When The Great PunkyDunky and The Great BZWZ were growing up, they had a hill and a park just like this one to play on, only larger, that one off in the distance in the first photo. Elysian Park is the second largest park in Stiletto City, and, much like McClaren Park in Saint Plotniko, 95% of it is wild and unused. Plot and Duck roamed those hills with their kids, and PD and 5H can do it now with Belly.



When Plotnik was growing up, the dry hilltops and wooded canyons were thick with undergrowth, rattlesnakes and poison oak. They probably still are.





Stiletto City can seem hugendously out-of-scale, off the charts for sheer enormity, but that size is also intoxicating. With a little effort you can find nature, and emptiness, and owls and hawks and coyotes, plus black pork ramen, empanadas or shishlik. Just read it off the menu.

Thursday, February 14, 2008

It's Saint Ducky's Day



The Great Plotnik picked out these flowers yesterday afternoon on 24th Street and brought them home to The Great Plotnik World Headquarters and Tropical Nursery. Their purpose is to ask, no, beg, The Great Ducknik to be The Great Plotnik's Valentine. Plotnik is not usually a flowers-and-candy kind of guy, but Valentine's Day is more than symbolic. None of us wait by the mailbox any more, but we all love to be remembered.

Apparently, lots of guys in Saint Plotniko feel the same way. Florists are jammed the day before Valentine's Day with big, beefy guys saying things like: "I like those. What are those?"

"Those are flowers."

"Ah."



It's the same with chocolate. There is a line out the door at Joseph Schmidt's in The Castro. Inside, guys vie for the biggest chocolate hearts filled with the tastiest truffles. Though Valentine's Day is supposedly a multi-platform holiday, meaning each sweetheart buys a gift for his or her partner, in reality it's men who do the buying, especially in Saint Plotniko, or at least in the flower and candy shops patronized by The Great Plotnik.

It's only fair. 363 days out of each year, women do all the shopping. Valentine's Day and Mother's Day belong to the guys.

Plotnik is a lucky man -- he has four women in his immediate Sphere of Valentine. Thank goodness for The Great Ducknik, and for Mummy Plotnik, The Great BeezieWeezie and The Great FiveHead. This man would have little purpose to his life without you, my dear ladies.

Incidentally, BZWZ has been texting from her town in Northern Ethiopia. The text received Monday said: "I just went to a local wedding. Please pray for my intestines." She is scheduled back in The Shmapple this coming Monday.
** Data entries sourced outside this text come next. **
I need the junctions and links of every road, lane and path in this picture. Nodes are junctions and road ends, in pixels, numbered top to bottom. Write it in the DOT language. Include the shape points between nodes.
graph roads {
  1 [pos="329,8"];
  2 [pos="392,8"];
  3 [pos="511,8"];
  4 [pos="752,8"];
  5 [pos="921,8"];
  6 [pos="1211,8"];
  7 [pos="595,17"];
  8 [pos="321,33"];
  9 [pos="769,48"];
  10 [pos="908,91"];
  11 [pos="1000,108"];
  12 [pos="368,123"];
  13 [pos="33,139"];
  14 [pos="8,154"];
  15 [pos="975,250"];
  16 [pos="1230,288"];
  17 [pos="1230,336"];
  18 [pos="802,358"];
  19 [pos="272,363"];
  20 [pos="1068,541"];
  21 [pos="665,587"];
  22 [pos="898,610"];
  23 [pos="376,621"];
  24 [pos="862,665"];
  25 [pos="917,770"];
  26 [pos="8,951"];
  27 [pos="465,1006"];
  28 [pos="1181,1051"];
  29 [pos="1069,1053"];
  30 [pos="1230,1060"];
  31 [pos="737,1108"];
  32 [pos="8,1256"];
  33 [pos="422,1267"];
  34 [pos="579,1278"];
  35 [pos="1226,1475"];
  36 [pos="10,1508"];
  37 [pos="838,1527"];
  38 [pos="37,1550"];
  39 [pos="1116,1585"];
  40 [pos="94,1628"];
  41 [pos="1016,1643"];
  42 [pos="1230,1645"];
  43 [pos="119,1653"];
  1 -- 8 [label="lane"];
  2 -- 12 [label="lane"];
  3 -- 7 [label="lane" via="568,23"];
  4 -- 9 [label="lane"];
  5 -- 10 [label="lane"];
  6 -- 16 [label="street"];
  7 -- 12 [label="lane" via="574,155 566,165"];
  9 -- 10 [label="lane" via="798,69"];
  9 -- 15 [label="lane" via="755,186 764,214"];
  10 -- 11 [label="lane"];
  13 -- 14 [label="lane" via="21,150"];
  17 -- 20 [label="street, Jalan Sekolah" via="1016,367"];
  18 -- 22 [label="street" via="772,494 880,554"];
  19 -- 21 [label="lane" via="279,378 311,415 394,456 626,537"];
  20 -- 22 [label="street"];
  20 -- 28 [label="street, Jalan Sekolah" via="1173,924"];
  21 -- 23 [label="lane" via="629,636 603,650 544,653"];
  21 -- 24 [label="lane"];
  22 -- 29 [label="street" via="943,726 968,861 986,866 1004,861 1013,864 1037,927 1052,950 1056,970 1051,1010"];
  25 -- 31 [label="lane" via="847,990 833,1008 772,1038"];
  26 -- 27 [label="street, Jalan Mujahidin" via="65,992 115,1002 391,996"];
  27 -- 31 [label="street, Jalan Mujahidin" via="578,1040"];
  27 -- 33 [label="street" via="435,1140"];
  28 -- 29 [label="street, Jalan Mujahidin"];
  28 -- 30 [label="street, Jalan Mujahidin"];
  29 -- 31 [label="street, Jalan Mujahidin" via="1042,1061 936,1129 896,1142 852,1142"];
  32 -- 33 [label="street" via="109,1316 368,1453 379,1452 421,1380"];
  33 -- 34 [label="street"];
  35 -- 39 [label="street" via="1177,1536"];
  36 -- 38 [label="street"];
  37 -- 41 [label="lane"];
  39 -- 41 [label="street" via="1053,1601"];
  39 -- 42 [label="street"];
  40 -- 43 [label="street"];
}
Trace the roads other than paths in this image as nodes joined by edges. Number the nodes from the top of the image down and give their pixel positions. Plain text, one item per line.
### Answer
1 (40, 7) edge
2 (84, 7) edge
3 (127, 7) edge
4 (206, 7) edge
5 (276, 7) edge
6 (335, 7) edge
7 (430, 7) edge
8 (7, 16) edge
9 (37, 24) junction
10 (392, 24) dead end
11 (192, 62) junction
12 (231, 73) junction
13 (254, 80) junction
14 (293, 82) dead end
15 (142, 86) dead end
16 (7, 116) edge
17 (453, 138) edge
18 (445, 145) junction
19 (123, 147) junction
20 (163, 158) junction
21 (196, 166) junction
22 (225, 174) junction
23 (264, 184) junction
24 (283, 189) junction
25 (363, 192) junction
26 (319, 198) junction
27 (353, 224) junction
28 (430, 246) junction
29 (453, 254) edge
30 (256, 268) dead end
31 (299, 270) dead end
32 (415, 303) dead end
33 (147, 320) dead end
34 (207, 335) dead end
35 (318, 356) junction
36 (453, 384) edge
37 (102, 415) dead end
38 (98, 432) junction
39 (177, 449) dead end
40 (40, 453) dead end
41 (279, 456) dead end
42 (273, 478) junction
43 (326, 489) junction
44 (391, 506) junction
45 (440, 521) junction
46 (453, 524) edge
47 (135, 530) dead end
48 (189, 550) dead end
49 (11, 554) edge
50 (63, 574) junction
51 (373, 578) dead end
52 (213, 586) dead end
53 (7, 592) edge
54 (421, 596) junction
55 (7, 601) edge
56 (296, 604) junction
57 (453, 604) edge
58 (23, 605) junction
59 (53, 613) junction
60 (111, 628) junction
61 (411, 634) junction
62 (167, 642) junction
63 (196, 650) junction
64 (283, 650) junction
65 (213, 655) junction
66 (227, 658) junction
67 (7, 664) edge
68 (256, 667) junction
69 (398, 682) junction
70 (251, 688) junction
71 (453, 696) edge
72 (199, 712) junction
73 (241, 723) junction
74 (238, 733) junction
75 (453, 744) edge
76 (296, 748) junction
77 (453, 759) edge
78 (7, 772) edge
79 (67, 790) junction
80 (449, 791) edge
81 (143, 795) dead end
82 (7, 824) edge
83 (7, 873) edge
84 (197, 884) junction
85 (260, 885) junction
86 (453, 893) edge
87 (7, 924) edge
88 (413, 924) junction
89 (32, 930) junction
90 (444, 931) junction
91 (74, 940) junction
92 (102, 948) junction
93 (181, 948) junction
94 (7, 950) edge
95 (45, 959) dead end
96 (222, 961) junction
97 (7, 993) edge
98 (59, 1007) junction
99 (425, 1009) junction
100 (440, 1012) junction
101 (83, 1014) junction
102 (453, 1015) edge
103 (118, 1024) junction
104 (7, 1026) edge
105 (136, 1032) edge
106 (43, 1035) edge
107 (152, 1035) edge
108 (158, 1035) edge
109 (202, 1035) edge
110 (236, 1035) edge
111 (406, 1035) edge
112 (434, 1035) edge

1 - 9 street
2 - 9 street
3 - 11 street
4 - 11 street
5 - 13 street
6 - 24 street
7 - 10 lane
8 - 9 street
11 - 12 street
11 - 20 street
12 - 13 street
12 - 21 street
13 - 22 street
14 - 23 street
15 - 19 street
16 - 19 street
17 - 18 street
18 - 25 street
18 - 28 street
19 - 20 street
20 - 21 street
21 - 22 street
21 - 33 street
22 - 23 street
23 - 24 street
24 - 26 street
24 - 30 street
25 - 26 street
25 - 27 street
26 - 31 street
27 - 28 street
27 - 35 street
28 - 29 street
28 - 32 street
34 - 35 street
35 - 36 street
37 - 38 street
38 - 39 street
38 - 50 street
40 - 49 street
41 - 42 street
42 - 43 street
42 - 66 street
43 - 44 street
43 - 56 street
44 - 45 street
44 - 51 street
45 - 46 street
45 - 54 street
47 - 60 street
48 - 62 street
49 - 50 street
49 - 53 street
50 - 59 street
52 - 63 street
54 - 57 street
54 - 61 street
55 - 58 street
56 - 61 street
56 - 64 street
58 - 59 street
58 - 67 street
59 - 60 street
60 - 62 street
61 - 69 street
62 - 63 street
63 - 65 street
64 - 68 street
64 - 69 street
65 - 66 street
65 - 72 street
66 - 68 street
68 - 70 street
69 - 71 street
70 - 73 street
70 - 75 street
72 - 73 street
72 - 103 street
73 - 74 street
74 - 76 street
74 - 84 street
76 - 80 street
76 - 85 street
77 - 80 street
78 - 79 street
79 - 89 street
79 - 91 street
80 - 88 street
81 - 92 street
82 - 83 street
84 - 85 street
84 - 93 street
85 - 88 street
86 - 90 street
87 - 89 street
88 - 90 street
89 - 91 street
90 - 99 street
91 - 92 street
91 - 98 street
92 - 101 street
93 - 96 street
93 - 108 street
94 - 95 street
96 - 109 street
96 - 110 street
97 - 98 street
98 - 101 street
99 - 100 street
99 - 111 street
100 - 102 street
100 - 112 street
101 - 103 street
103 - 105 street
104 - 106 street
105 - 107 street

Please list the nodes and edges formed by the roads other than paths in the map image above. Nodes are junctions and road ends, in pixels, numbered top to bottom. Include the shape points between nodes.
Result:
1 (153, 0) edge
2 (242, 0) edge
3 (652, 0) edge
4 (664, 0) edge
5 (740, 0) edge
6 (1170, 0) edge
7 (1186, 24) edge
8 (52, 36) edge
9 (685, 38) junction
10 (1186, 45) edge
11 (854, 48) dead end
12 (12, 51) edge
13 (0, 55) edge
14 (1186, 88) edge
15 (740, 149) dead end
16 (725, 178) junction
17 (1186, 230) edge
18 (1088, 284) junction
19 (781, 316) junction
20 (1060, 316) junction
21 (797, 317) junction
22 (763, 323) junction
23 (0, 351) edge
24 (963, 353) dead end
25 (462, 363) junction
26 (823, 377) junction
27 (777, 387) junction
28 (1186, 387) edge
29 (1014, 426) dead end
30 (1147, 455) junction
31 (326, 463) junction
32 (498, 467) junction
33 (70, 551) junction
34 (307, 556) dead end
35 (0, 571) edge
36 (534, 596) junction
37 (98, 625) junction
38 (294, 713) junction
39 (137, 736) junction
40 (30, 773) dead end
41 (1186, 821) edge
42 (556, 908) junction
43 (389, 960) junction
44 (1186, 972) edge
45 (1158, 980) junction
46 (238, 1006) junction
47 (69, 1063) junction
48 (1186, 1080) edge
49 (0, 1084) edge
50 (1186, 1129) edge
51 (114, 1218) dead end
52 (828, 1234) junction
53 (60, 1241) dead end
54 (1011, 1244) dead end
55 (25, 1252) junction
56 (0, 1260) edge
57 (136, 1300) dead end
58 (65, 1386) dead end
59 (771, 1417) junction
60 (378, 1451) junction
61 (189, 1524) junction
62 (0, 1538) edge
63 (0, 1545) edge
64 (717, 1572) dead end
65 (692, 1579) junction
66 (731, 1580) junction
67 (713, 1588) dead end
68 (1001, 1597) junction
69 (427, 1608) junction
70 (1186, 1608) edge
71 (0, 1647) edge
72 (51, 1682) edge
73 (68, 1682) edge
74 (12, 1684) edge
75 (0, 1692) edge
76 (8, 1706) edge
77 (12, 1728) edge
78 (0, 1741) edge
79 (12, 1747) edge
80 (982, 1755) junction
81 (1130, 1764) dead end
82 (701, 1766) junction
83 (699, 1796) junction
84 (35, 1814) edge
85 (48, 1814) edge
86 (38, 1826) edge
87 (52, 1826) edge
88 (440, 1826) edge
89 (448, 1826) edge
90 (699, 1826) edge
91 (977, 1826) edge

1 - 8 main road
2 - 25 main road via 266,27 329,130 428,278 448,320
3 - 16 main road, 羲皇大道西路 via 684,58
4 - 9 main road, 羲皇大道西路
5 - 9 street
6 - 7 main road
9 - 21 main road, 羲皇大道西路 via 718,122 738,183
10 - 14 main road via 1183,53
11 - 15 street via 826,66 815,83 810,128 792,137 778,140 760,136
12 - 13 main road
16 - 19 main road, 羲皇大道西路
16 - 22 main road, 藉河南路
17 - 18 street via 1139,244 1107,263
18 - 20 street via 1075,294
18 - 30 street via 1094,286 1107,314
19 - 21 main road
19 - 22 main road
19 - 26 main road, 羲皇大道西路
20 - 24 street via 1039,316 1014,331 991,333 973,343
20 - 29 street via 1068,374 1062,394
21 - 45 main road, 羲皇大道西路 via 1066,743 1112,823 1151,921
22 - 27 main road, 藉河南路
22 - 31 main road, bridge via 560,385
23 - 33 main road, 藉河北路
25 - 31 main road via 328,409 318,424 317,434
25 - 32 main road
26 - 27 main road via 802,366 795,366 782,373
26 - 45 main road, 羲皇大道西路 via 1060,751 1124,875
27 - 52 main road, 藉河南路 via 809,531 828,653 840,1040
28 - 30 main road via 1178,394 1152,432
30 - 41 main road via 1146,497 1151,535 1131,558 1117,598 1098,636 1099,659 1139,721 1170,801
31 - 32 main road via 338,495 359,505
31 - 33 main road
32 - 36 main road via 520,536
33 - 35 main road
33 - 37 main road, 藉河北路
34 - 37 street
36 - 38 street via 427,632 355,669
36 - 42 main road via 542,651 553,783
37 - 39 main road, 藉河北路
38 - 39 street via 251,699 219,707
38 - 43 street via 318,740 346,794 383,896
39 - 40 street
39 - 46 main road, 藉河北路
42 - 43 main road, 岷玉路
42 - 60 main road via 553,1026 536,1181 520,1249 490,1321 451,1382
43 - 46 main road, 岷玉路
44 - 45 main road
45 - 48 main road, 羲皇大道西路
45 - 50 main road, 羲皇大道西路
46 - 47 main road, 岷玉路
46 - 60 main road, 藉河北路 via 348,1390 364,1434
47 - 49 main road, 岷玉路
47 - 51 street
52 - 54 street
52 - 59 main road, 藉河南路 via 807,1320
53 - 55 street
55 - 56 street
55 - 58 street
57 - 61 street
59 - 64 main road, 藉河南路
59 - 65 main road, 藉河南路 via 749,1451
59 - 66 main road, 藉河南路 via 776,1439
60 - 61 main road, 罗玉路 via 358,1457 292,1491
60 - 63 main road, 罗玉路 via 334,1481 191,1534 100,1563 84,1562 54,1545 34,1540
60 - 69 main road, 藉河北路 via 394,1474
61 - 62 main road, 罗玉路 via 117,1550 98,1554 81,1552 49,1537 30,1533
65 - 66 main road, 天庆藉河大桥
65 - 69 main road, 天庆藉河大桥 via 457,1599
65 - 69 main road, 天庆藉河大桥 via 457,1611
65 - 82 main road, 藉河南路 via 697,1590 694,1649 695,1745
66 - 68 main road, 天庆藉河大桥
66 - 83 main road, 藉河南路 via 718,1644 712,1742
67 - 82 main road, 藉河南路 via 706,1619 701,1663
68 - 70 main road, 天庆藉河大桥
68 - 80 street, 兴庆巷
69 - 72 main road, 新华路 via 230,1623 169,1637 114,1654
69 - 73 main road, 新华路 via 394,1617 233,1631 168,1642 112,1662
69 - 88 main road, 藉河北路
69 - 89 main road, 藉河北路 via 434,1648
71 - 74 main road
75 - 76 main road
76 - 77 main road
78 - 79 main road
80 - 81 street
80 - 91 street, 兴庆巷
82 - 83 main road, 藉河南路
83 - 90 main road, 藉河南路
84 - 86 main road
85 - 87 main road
In case you're wondering, the red ones are gingers, the pointy ones are birds-of-Paradise and the yellow ones are Kangaroo paw.

Wednesday, February 13, 2008

Who Does She Look Like?



In only six weeks since Plot and Duck saw Isabella at Christmas time, she's starting to look like her own sweet self. Those chubby cheeks of her Dad's, that deep, happy smile from her Mom, we can all see those. But Belly is becoming Belly, pure and simple.





She's growing, growing, growing. She goes to sleep and when she wakes up her shoes don't fit any more.



Sometimes, she looks like she's five or six or ten...



...and sometimes she falls asleep on her Daddy's shoulder and she's a baby again.



Meanwhile, the rest of the Plotnik family revolves around this pretty light.









There are so many blessings in this world to be thankful for. The Great Plotnik and The Great Ducknik had a great time down South. And The Great Hound-nik is very happy to be home. Yes, it is true that his Grand Humans bought him a burger from Carl's Jr. Does anyone wonder if the boy enjoyed it?